Por isso, além de haver muitos serviços públicos pagos pelos utentes no acto de uso ou consumo (ainda que com isenções ou reduções parciais, de acordo com a capacidade financeira dos utentes), há os que são financiados por seguros obrigatórios ou contribuições especiais (segurança social, por exemplo) ou pelos impostos gerais, sendo gratuito o seu consumo ou uso individual (caso da saúde, até agora) e ainda outros que obedecem a um "mix", sendo em parte suportados pelo orçamento e noutra pagos pelos interessados (caso do ensino superior, entre outros).

Não existe portanto nenhuma regra absoluta nesta matéria, dependendo as soluções de muitos factores, entre eles o facto de muitos serviços públicos produzirem não somente benefícios individuais para os utentes mas também "externalidades positivas" para a sociedade (caso da educação, da saúde, etc.), as quais devem ser compensadas por via dos impostos de todos e não pelos utentes individuais. Não se justifica, por isso, meter no mesmo saco por exemplo as auto-estradas e os cuidados de saúde, como neste momento ocorre entre nós. Trata-se de situações completamente distintas, mesmo deixando de lado a diferença de tratamento constitucional, visto que a Lei Fundamental garante o SNS como serviço público "tendencialmente gratuito", enquanto que em relação às auto-estradas se trata de uma questão puramente política, que qualquer governo é livre de solucionar como quiser.

No caso das auto-estradas SCUT, elas são desde logo uma excepção em relação à generalidade das auto-estradas entre nós, que são portajadas; depois, elas constituem uma mais-valia adicional facultativa para quem as usa, pois existe sempre uma alternativa rodoviária em todos os itinerários; terceiro, elas estão longe de beneficiar todos, desde logo porque existe muita gente sem automóvel, que portanto nunca as usa e que as paga pelos impostos, se elas não forem pagas pelos utentes (o que se afigura de todo injusto); por último, a par do seu contributo para o desenvolvimento económico, as auto-estradas têm também enormes ?externalidades negativas?, sobretudo em termos ambientais.
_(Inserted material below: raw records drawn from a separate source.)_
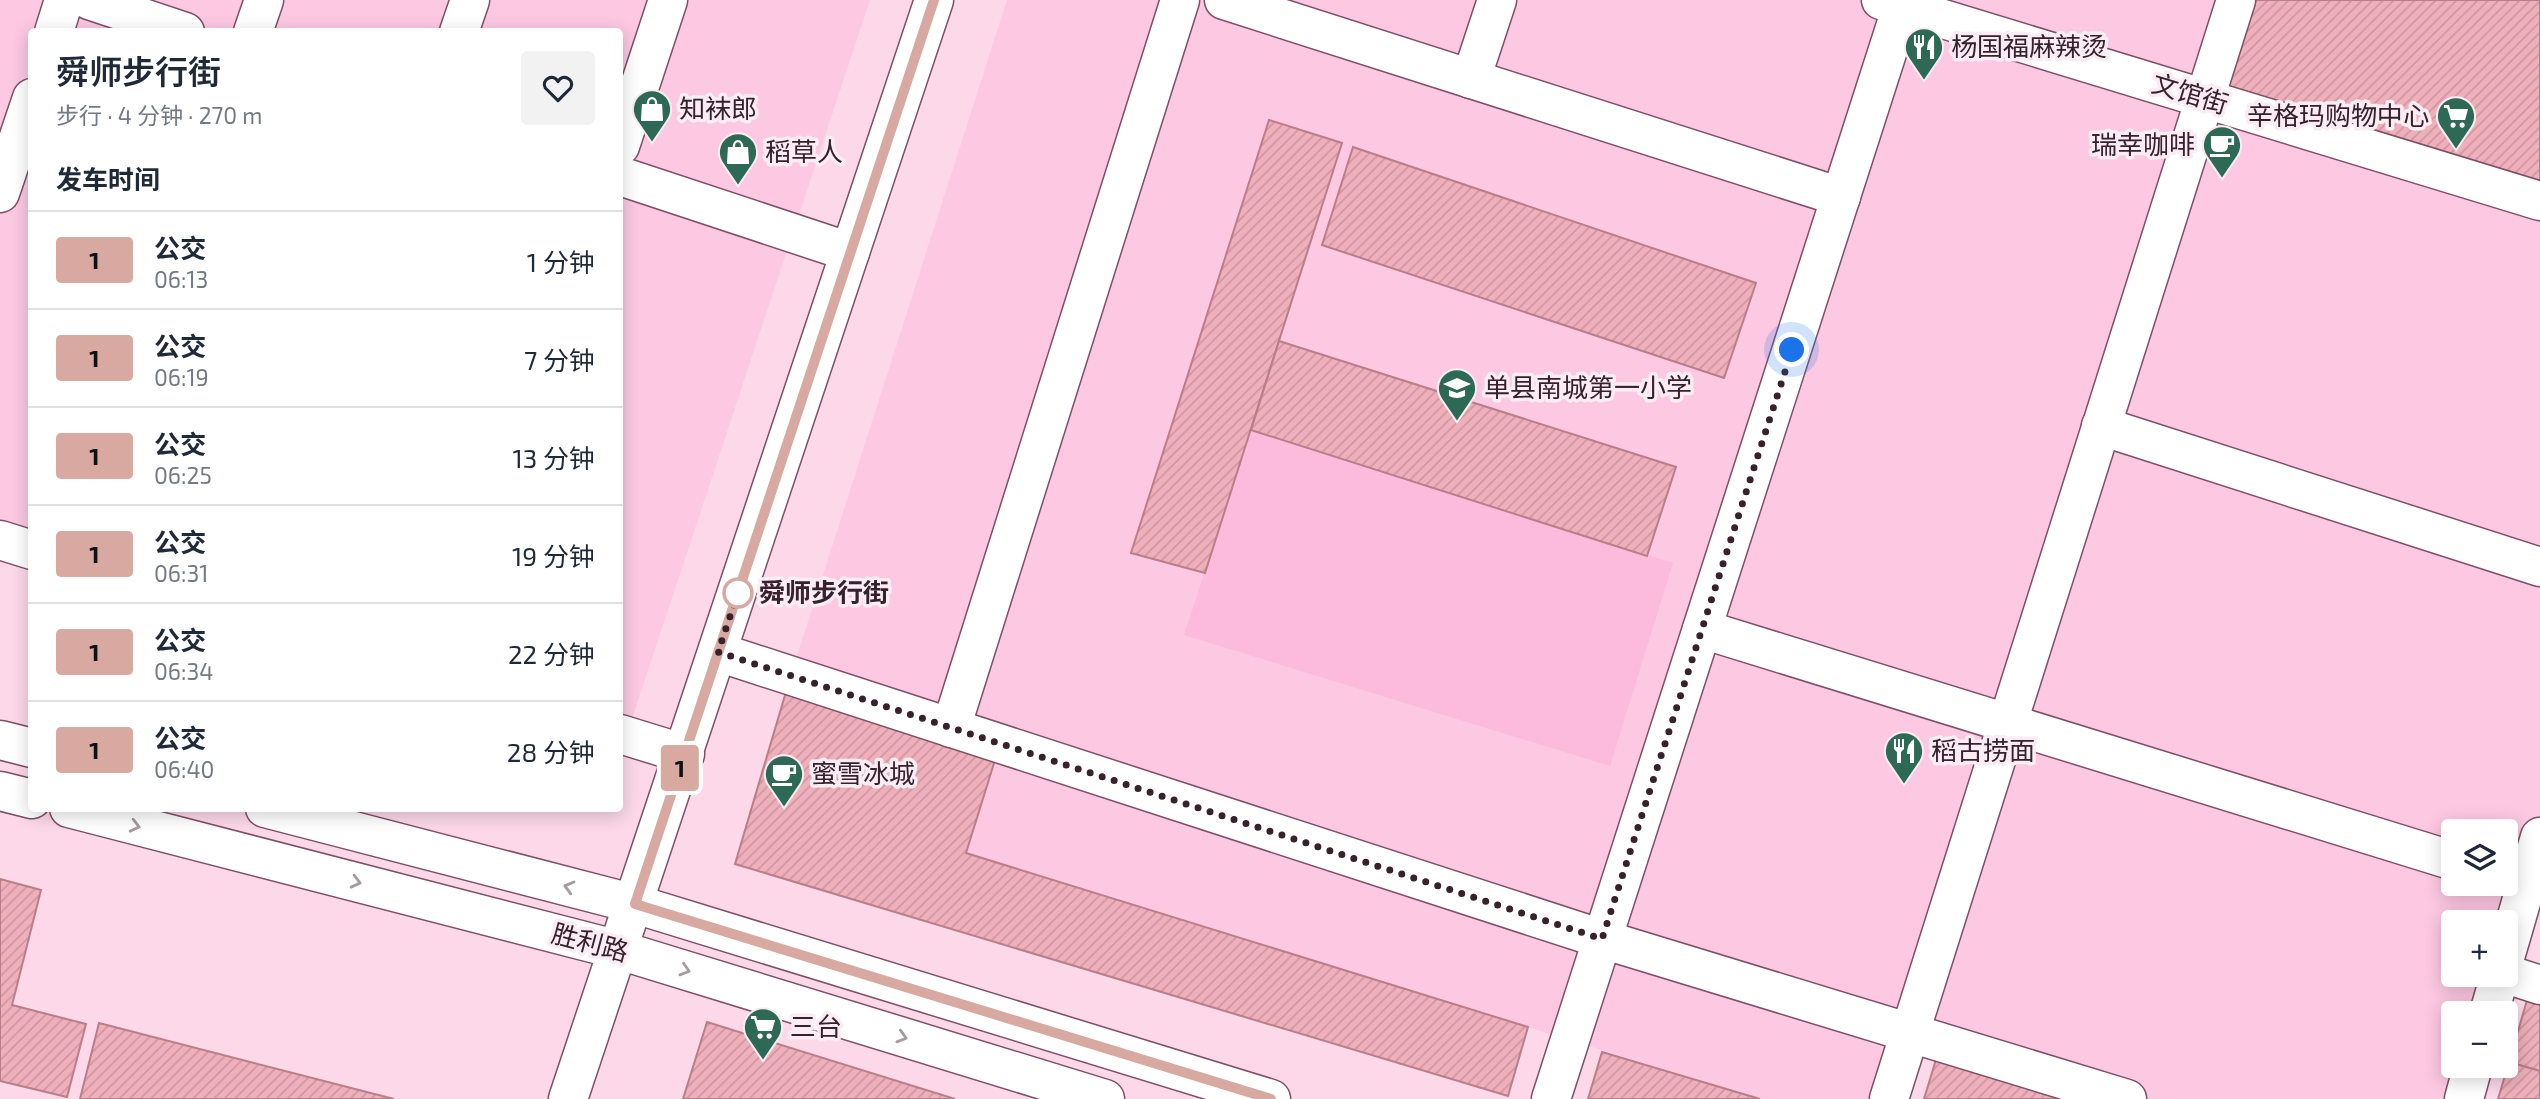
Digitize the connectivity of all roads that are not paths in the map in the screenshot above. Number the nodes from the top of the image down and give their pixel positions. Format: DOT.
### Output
graph roads {
  1 [pos="64,0"];
  2 [pos="89,0"];
  3 [pos="264,0"];
  4 [pos="470,0"];
  5 [pos="668,0"];
  6 [pos="934,0"];
  7 [pos="1180,0"];
  8 [pos="1224,0"];
  9 [pos="1497,0"];
  10 [pos="2236,0"];
  11 [pos="1896,2"];
  12 [pos="55,28"];
  13 [pos="173,28"];
  14 [pos="254,28"];
  15 [pos="460,28"];
  16 [pos="1471,79"];
  17 [pos="2204,98"];
  18 [pos="28,110"];
  19 [pos="623,137"];
  20 [pos="623,177"];
  21 [pos="0,193"];
  22 [pos="1841,197"];
  23 [pos="2540,201"];
  24 [pos="850,253"];
  25 [pos="2101,426"];
  26 [pos="0,540"];
  27 [pos="28,549"];
  28 [pos="2540,567"];
  29 [pos="1702,629"];
  30 [pos="718,652"];
  31 [pos="2008,723"];
  32 [pos="951,728"];
  33 [pos="623,735"];
  34 [pos="0,740"];
  35 [pos="28,747"];
  36 [pos="685,754"];
  37 [pos="0,791"];
  38 [pos="28,798"];
  39 [pos="85,812"];
  40 [pos="280,812"];
  41 [pos="2540,837"];
  42 [pos="2441,857"];
  43 [pos="2518,876"];
  44 [pos="635,904"];
  45 [pos="1602,939"];
  46 [pos="620,950"];
  47 [pos="2518,978"];
  48 [pos="2540,985"];
  49 [pos="1910,1033"];
  50 [pos="2470,1078"];
  51 [pos="568,1099"];
  52 [pos="1105,1099"];
  53 [pos="1271,1099"];
  54 [pos="1551,1099"];
  55 [pos="1889,1099"];
  56 [pos="2127,1099"];
  57 [pos="2464,1099"];
  1 -- 12 [label="street"];
  2 -- 13 [label="street"];
  3 -- 14 [label="street"];
  4 -- 15 [label="street"];
  5 -- 19 [label="street"];
  6 -- 24 [label="street"];
  7 -- 32 [label="street"];
  8 -- 16 [label="street"];
  9 -- 16 [label="street"];
  10 -- 17 [label="street"];
  11 -- 17 [label="street, 文馆街"];
  11 -- 22 [label="street"];
  16 -- 22 [label="street"];
  17 -- 23 [label="street, 文馆街"];
  17 -- 25 [label="street"];
  18 -- 21 [label="street"];
  20 -- 24 [label="street"];
  22 -- 29 [label="street"];
  24 -- 30 [label="street"];
  25 -- 28 [label="street"];
  25 -- 31 [label="street"];
  26 -- 27 [label="street"];
  29 -- 31 [label="street"];
  29 -- 45 [label="street"];
  30 -- 32 [label="street"];
  30 -- 36 [label="street"];
  31 -- 42 [label="street"];
  31 -- 49 [label="street"];
  32 -- 45 [label="street"];
  33 -- 36 [label="street"];
  34 -- 35 [label="street"];
  36 -- 44 [label="street"];
  37 -- 38 [label="street"];
  39 -- 46 [label="street, 胜利路, one-way"];
  44 -- 40 [label="street, 胜利路, one-way"];
  41 -- 43 [label="street"];
  44 -- 46 [label="street"];
  44 -- 53 [label="street, 胜利路"];
  45 -- 49 [label="street"];
  45 -- 54 [label="street"];
  46 -- 51 [label="street"];
  46 -- 52 [label="street, 胜利路, one-way"];
  47 -- 48 [label="street"];
  49 -- 55 [label="street"];
  49 -- 56 [label="street"];
  50 -- 57 [label="street"];
}
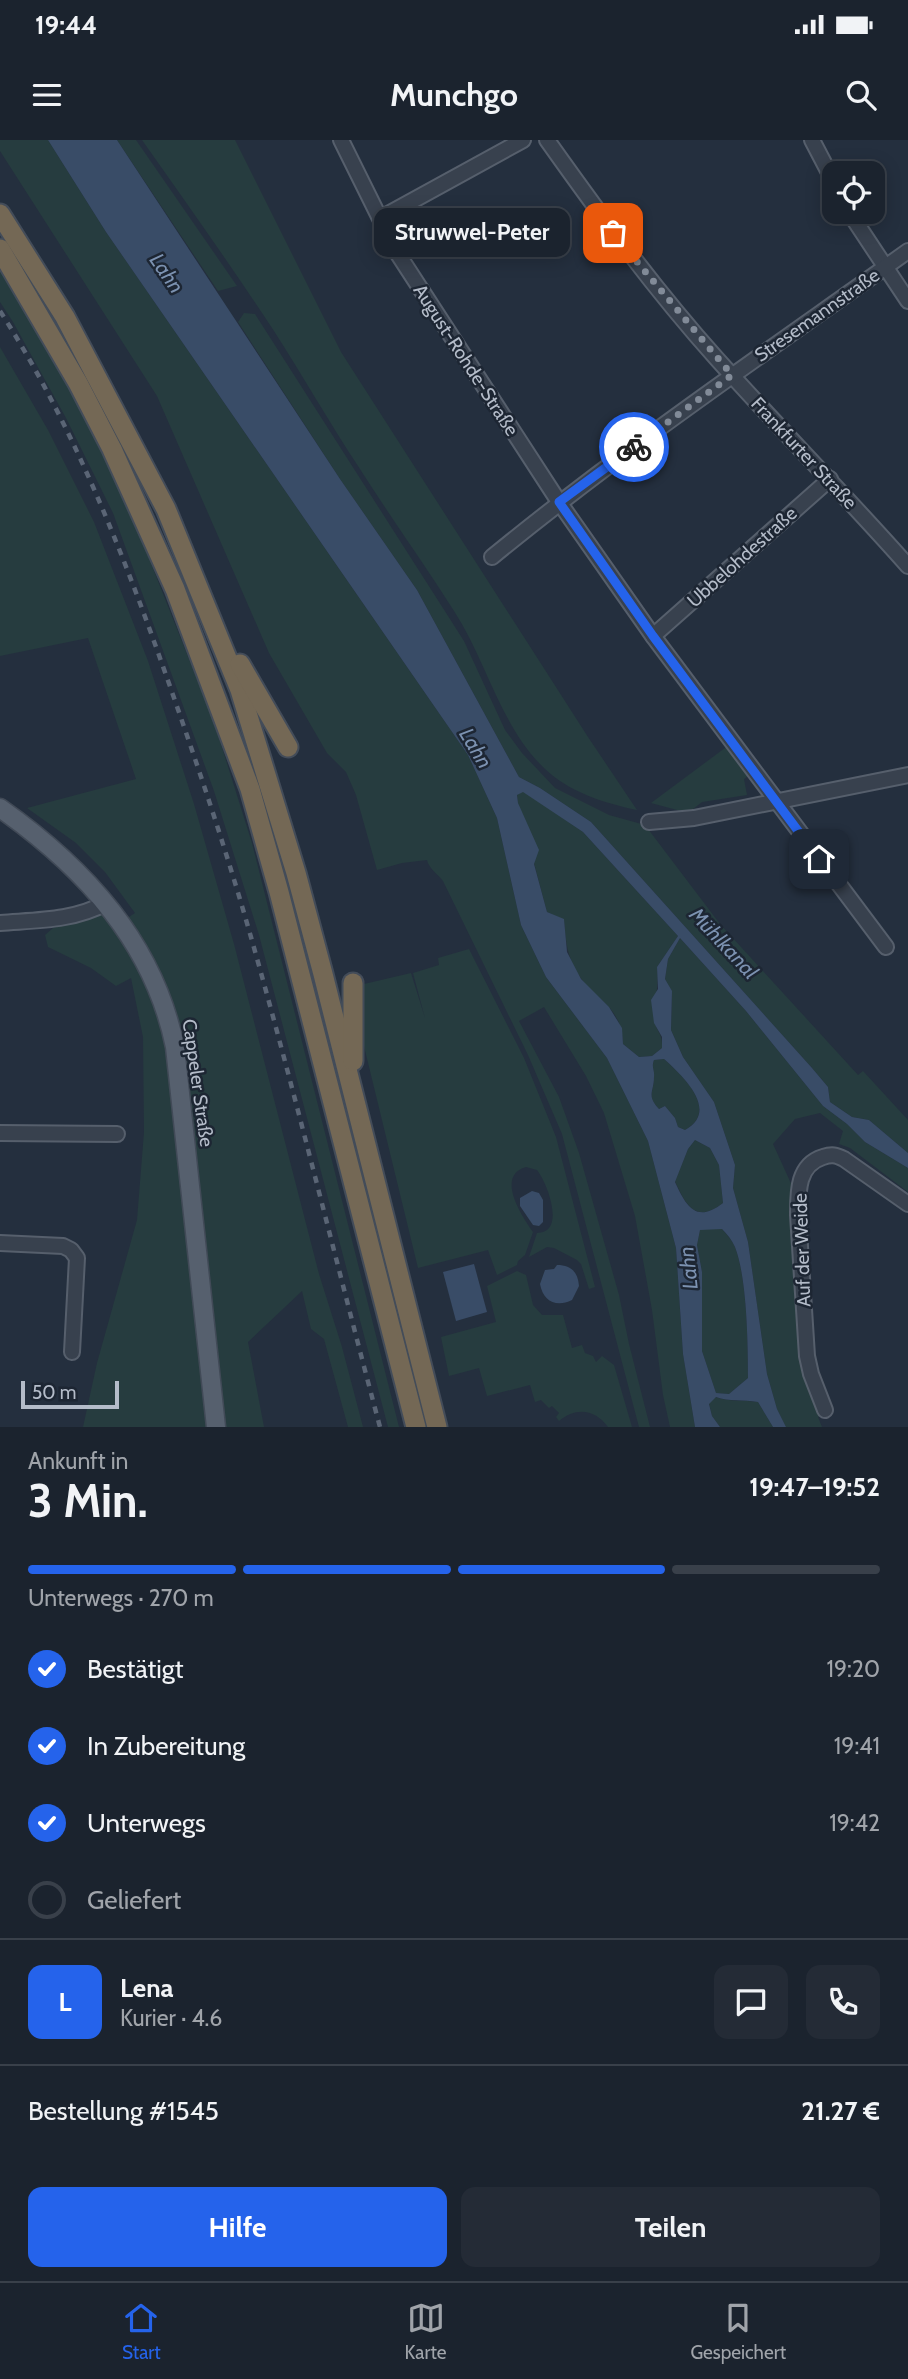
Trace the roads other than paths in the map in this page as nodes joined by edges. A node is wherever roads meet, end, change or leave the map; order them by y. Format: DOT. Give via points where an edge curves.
graph roads {
  1 [pos="341,140"];
  2 [pos="523,140"];
  3 [pos="548,140"];
  4 [pos="812,140"];
  5 [pos="823,161"];
  6 [pos="0,214"];
  7 [pos="381,218"];
  8 [pos="857,224"];
  9 [pos="0,249"];
  10 [pos="908,251"];
  11 [pos="885,268"];
  12 [pos="908,301"];
  13 [pos="732,375"];
  14 [pos="830,479"];
  15 [pos="559,502"];
  16 [pos="492,557"];
  17 [pos="908,566"];
  18 [pos="211,615"];
  19 [pos="653,636"];
  20 [pos="288,747"];
  21 [pos="908,775"];
  22 [pos="775,800"];
  23 [pos="0,808"];
  24 [pos="649,822"];
  25 [pos="106,903"];
  26 [pos="0,923"];
  27 [pos="886,947"];
  28 [pos="353,983"];
  29 [pos="352,1090"];
  30 [pos="0,1133"];
  31 [pos="117,1134"];
  32 [pos="908,1204"];
  33 [pos="0,1242"];
  34 [pos="72,1352"];
  35 [pos="825,1410"];
  36 [pos="216,1427"];
  37 [pos="416,1427"];
  38 [pos="437,1427"];
  1 -- 7 [label="street, August-Rohde-Straße"];
  2 -- 7 [label="street"];
  3 -- 13 [label="street, Frankfurter Straße" via="613,233"];
  4 -- 5 [label="street"];
  6 -- 18 [label="highway" via="98,375 166,509"];
  7 -- 15 [label="street, August-Rohde-Straße" via="396,251"];
  8 -- 11 [label="street"];
  9 -- 37 [label="highway" via="112,449 175,589 246,777"];
  10 -- 11 [label="street, Stresemannstraße"];
  11 -- 12 [label="street"];
  11 -- 13 [label="street, Stresemannstraße"];
  13 -- 14 [label="street, Frankfurter Straße"];
  13 -- 15 [label="street, Stresemannstraße"];
  14 -- 17 [label="street, Frankfurter Straße"];
  14 -- 19 [label="street, Ubbelohdestraße"];
  15 -- 16 [label="street, Stresemannstraße"];
  15 -- 19 [label="street, August-Rohde-Straße"];
  18 -- 20 [label="highway"];
  18 -- 29 [label="highway" via="240,690 296,873"];
  19 -- 22 [label="street, August-Rohde-Straße"];
  21 -- 22 [label="street"];
  22 -- 24 [label="street" via="694,818"];
  22 -- 27 [label="street, August-Rohde-Straße"];
  23 -- 25 [label="main road, Cappeler Straße" via="81,874"];
  25 -- 26 [label="street" via="71,918"];
  25 -- 36 [label="main road, Cappeler Straße" via="151,971 175,1047"];
  28 -- 29 [label="highway"];
  29 -- 38 [label="highway"];
  30 -- 31 [label="street"];
  32 -- 35 [label="street, Auf der Weide" via="834,1154 811,1163 802,1177 798,1215 807,1356"];
  33 -- 34 [label="street" via="62,1246 77,1258"];
}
Aqui faz todo o sentido aplicar em toda a linha o princípio do utilizador-pagador, até porque é relativamente pouco dispendioso instalar um sistema de cobrança.

Nada disso sucede no caso dos cuidados de saúde. Eles visam satisfazer o direito universal à saúde, pelo que não devem depender da capacidade económica para os pagar, sob pena de negá-lo aos que o não podem fazer; o seu "consumo" não depende de uma decisão livre dos beneficiários; não têm alternativa; geram enormes "externalidades positivas" (em termos de bem-estar económico e social colectivo); além disso, estando obviamente excluído o pagamento "à cabeça", seria muito dispendioso montar um sistema eficaz de cobrança (como mostra, aliás, o caso das próprias taxas moderadoras), sobretudo tendo de diferenciar as taxas de acordo com os níveis de rendimento dos utentes. É por isso que os cuidados de saúde são assaz inapropriados para a aplicação do princípio utilizador-pagador, sendo socialmente mais justo o seu financiamento pelos impostos.

As vantagens apontadas ao princípio do utilizador-pagador são evidentes (alívio da pressão fiscal, racionalização do consumo dos serviços, possibilidade de empresarialização e concessão a entidades privadas, etc.). Mas, além de que hoje existem técnicas que permitem empresarializar e concessionar serviços públicos sem pagamento pelos utentes (os hospitais SA e as próprias SCUT são disso exemplo), há também exigências de equidade social, de garantia de acesso universal e mesmo de eficácia (dado o avultado custo da montagem dos sistemas de cobrança) que só podem ser satisfeitas mediante a sua gratuitidade e o seu financiamento por via do orçamento do Estado.